• _Exercise aim_:
Exclude the pictures and retype the entries as written.

Dataset entries START

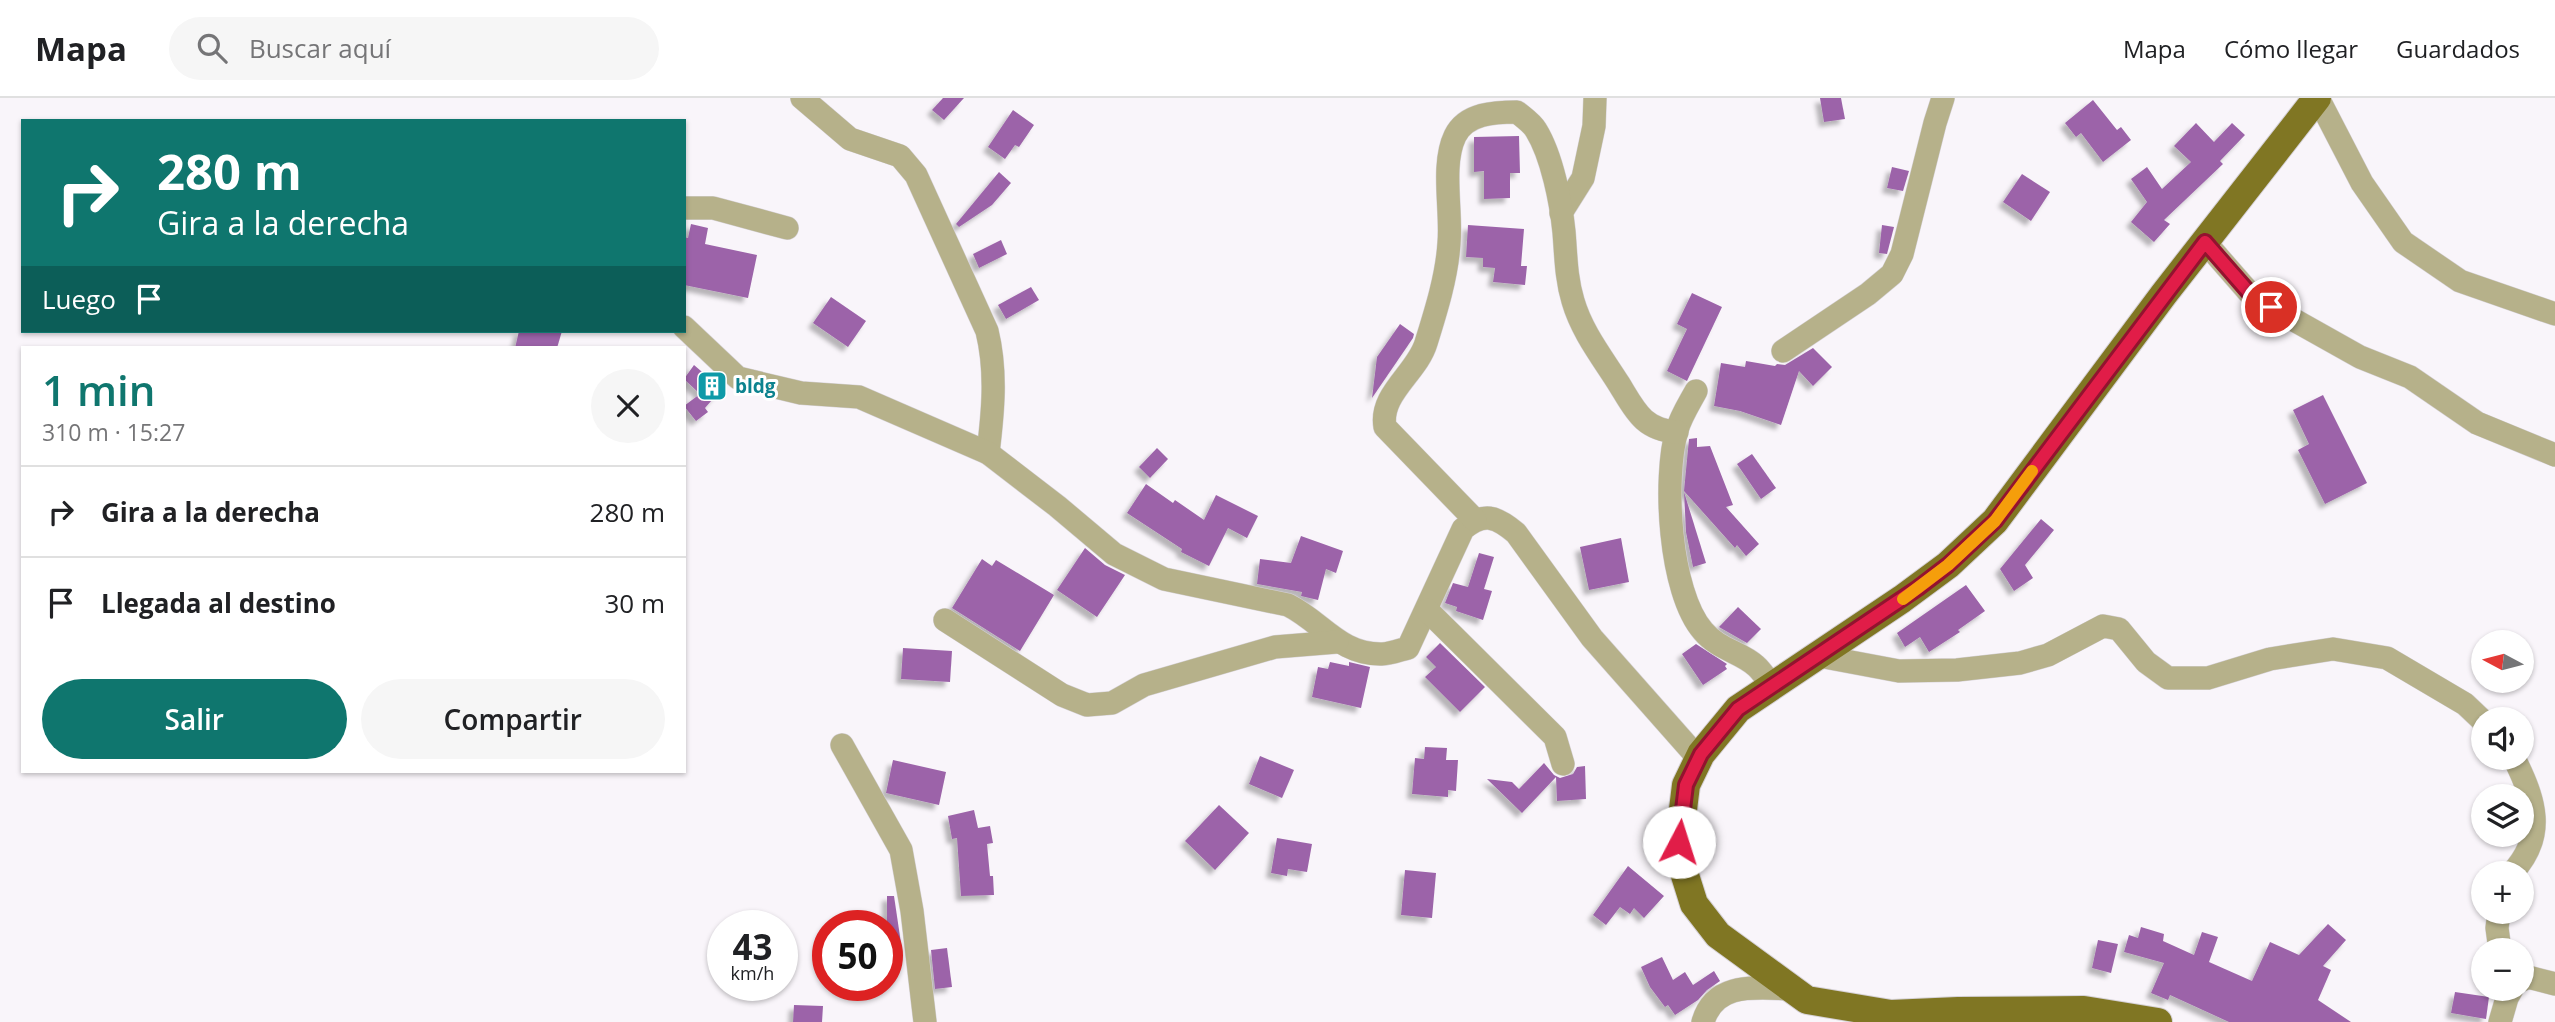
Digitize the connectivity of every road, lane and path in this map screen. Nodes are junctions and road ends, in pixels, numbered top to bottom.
1 (802, 98) edge
2 (1595, 98) edge
3 (1943, 98) edge
4 (2318, 98) edge
5 (686, 208) edge
6 (1561, 213) junction
7 (787, 228) dead end
8 (2205, 242) junction
9 (2555, 314) edge
10 (686, 329) edge
11 (1783, 351) dead end
12 (1696, 391) dead end
13 (1677, 432) junction
14 (988, 453) junction
15 (2555, 455) edge
16 (1475, 520) junction
17 (1427, 610) junction
18 (946, 620) dead end
19 (1337, 642) junction
20 (1819, 656) junction
21 (1773, 687) junction
22 (2471, 710) edge
23 (842, 745) dead end
24 (1699, 759) junction
25 (1563, 764) dead end
26 (2520, 770) edge
27 (2524, 861) edge
28 (2534, 979) edge
29 (2555, 984) edge
30 (1791, 989) junction
31 (2506, 1001) edge
32 (925, 1022) edge
33 (1703, 1022) edge
34 (2158, 1022) edge
35 (2500, 1022) edge

1 - 14 street
2 - 6 street
3 - 11 street
4 - 8 main road
4 - 9 street
5 - 7 street
6 - 13 street
6 - 16 street
8 - 15 street
8 - 20 main road
10 - 14 street
12 - 13 street
13 - 21 street
14 - 19 street
16 - 17 street
16 - 24 street
17 - 19 street
17 - 25 street
18 - 19 street
20 - 21 main road
20 - 22 street
21 - 24 main road
23 - 32 street
24 - 30 main road
26 - 27 street
28 - 29 street
30 - 33 street
30 - 34 main road
31 - 35 street

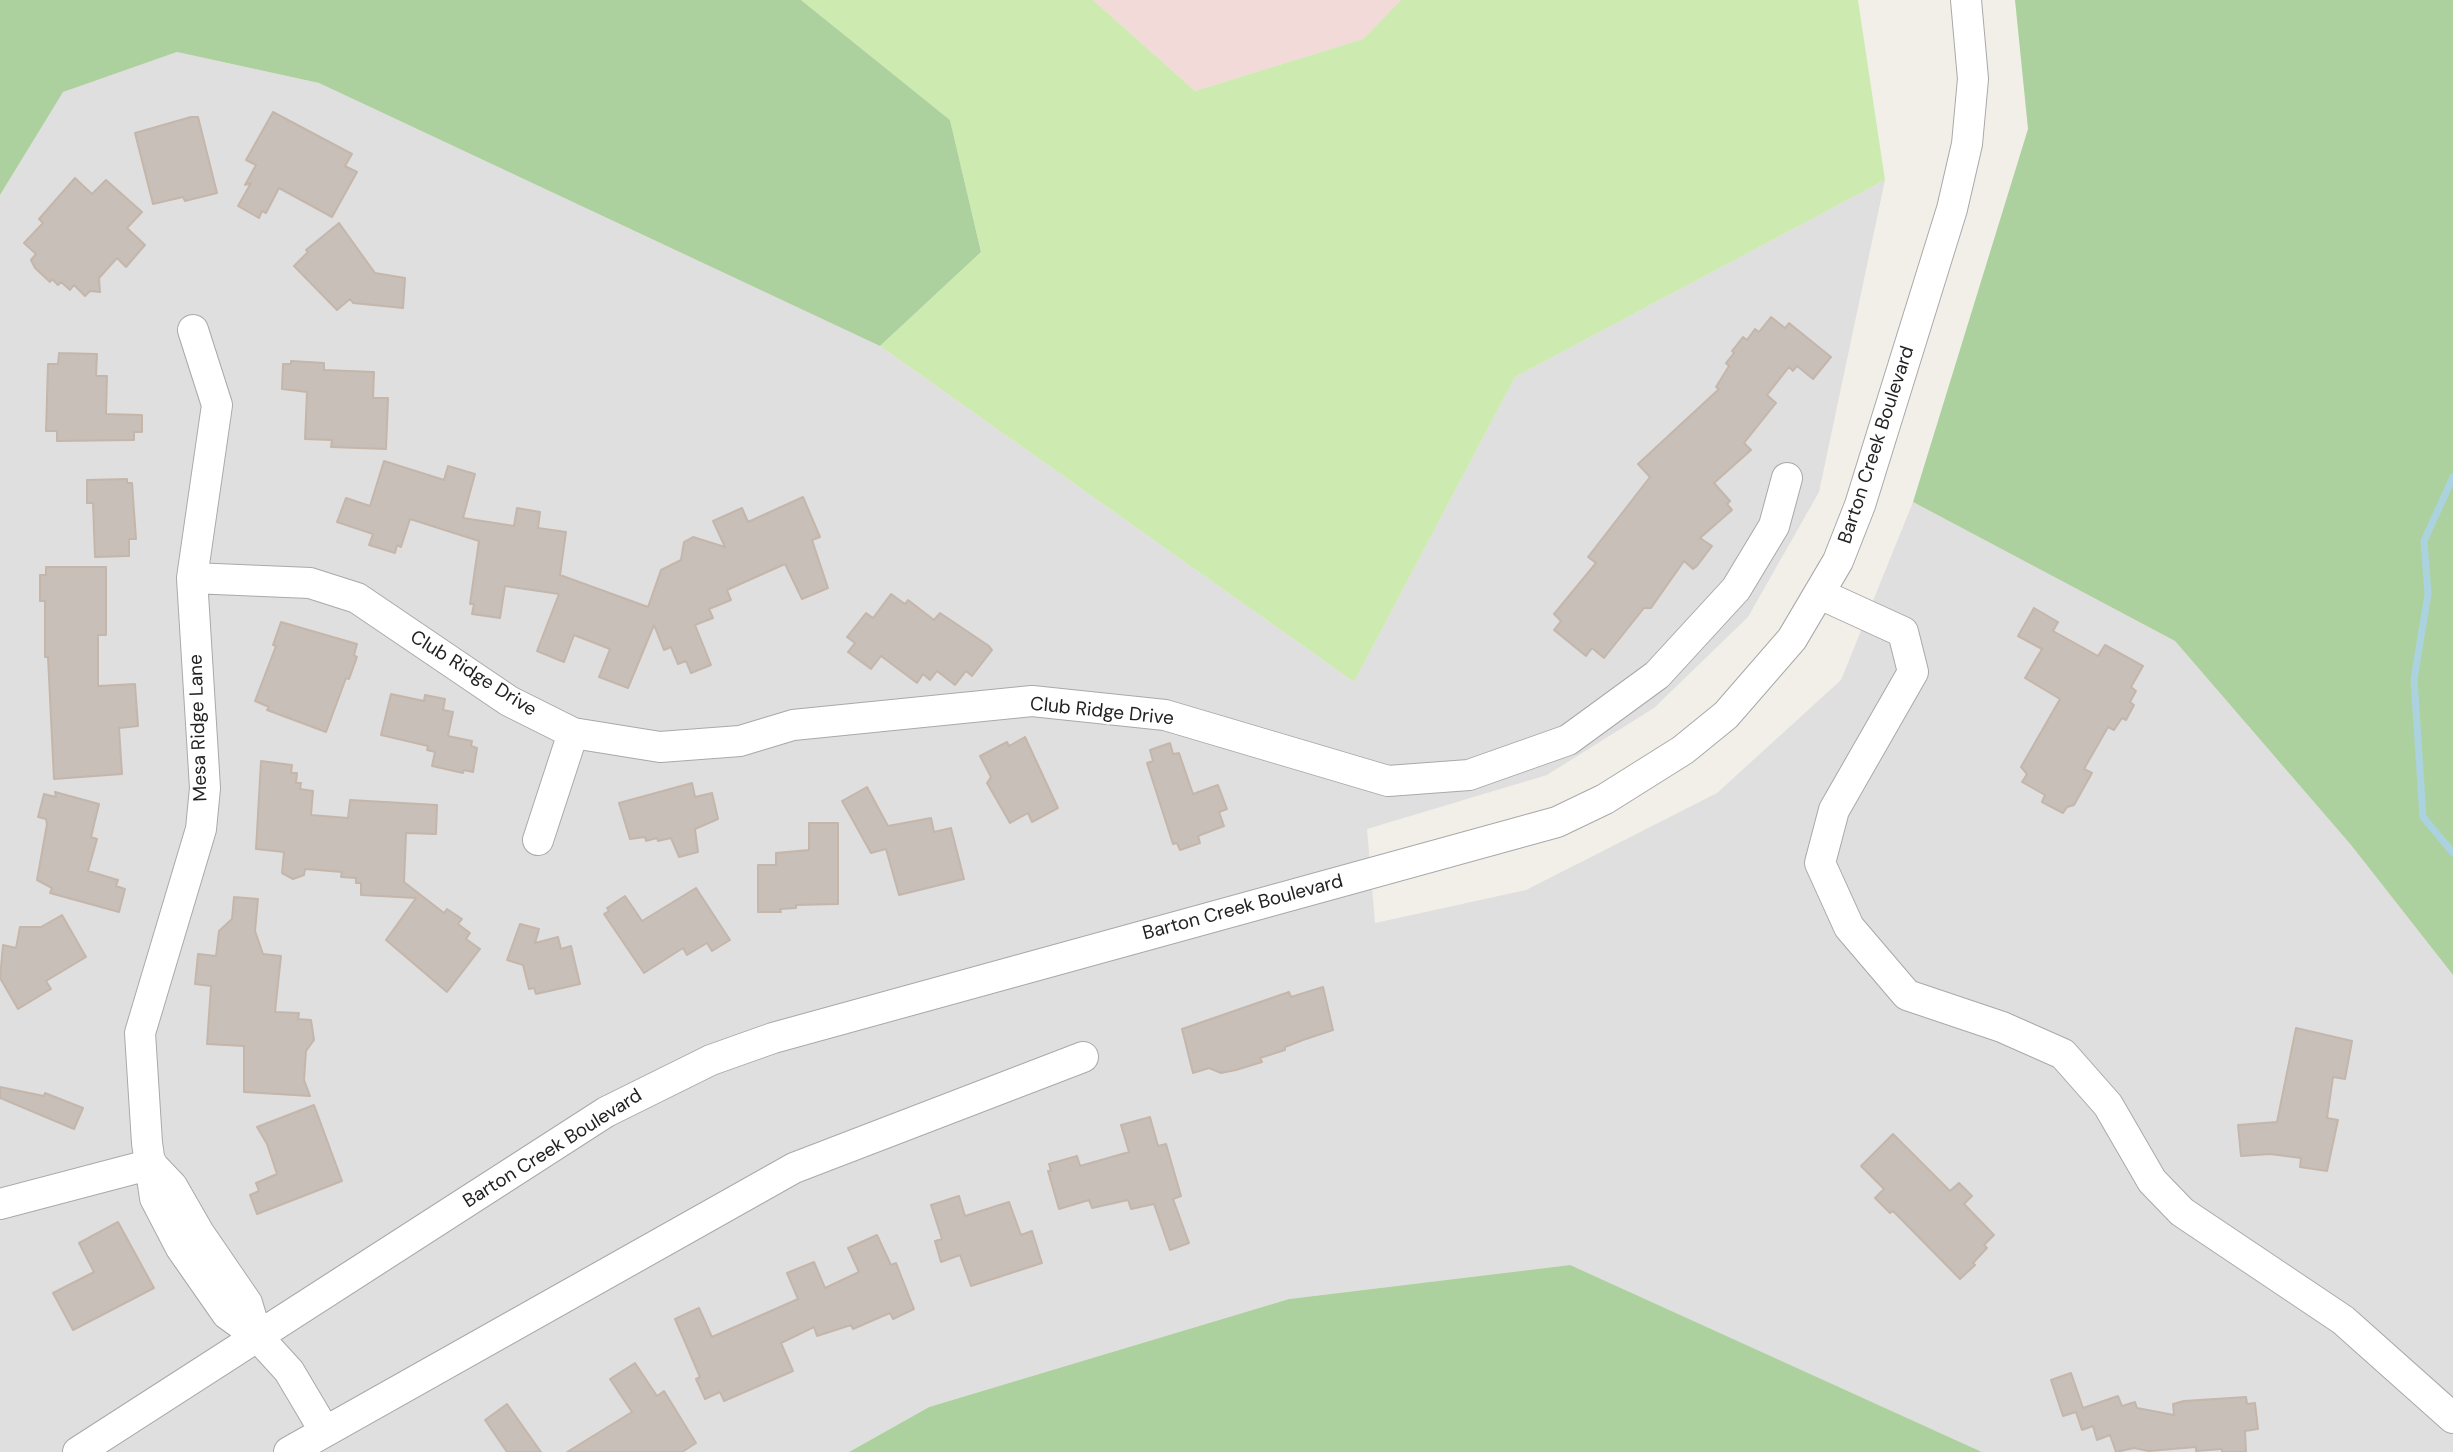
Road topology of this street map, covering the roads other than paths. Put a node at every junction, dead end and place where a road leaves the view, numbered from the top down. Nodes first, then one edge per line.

Dataset entries END

• _Answer to this exercise_:
Digitize the connectivity of every road, lane and path in this map screen. Nodes are junctions and road ends, in pixels, numbered top to bottom.
1 (802, 98) edge
2 (1595, 98) edge
3 (1943, 98) edge
4 (2318, 98) edge
5 (686, 208) edge
6 (1561, 213) junction
7 (787, 228) dead end
8 (2205, 242) junction
9 (2555, 314) edge
10 (686, 329) edge
11 (1783, 351) dead end
12 (1696, 391) dead end
13 (1677, 432) junction
14 (988, 453) junction
15 (2555, 455) edge
16 (1475, 520) junction
17 (1427, 610) junction
18 (946, 620) dead end
19 (1337, 642) junction
20 (1819, 656) junction
21 (1773, 687) junction
22 (2471, 710) edge
23 (842, 745) dead end
24 (1699, 759) junction
25 (1563, 764) dead end
26 (2520, 770) edge
27 (2524, 861) edge
28 (2534, 979) edge
29 (2555, 984) edge
30 (1791, 989) junction
31 (2506, 1001) edge
32 (925, 1022) edge
33 (1703, 1022) edge
34 (2158, 1022) edge
35 (2500, 1022) edge

1 - 14 street
2 - 6 street
3 - 11 street
4 - 8 main road
4 - 9 street
5 - 7 street
6 - 13 street
6 - 16 street
8 - 15 street
8 - 20 main road
10 - 14 street
12 - 13 street
13 - 21 street
14 - 19 street
16 - 17 street
16 - 24 street
17 - 19 street
17 - 25 street
18 - 19 street
20 - 21 main road
20 - 22 street
21 - 24 main road
23 - 32 street
24 - 30 main road
26 - 27 street
28 - 29 street
30 - 33 street
30 - 34 main road
31 - 35 street

Road topology of this street map, covering the roads other than paths. Put a node at every junction, dead end and place where a road leaves the view, numbered from the top down. Nodes first, then one edge per line.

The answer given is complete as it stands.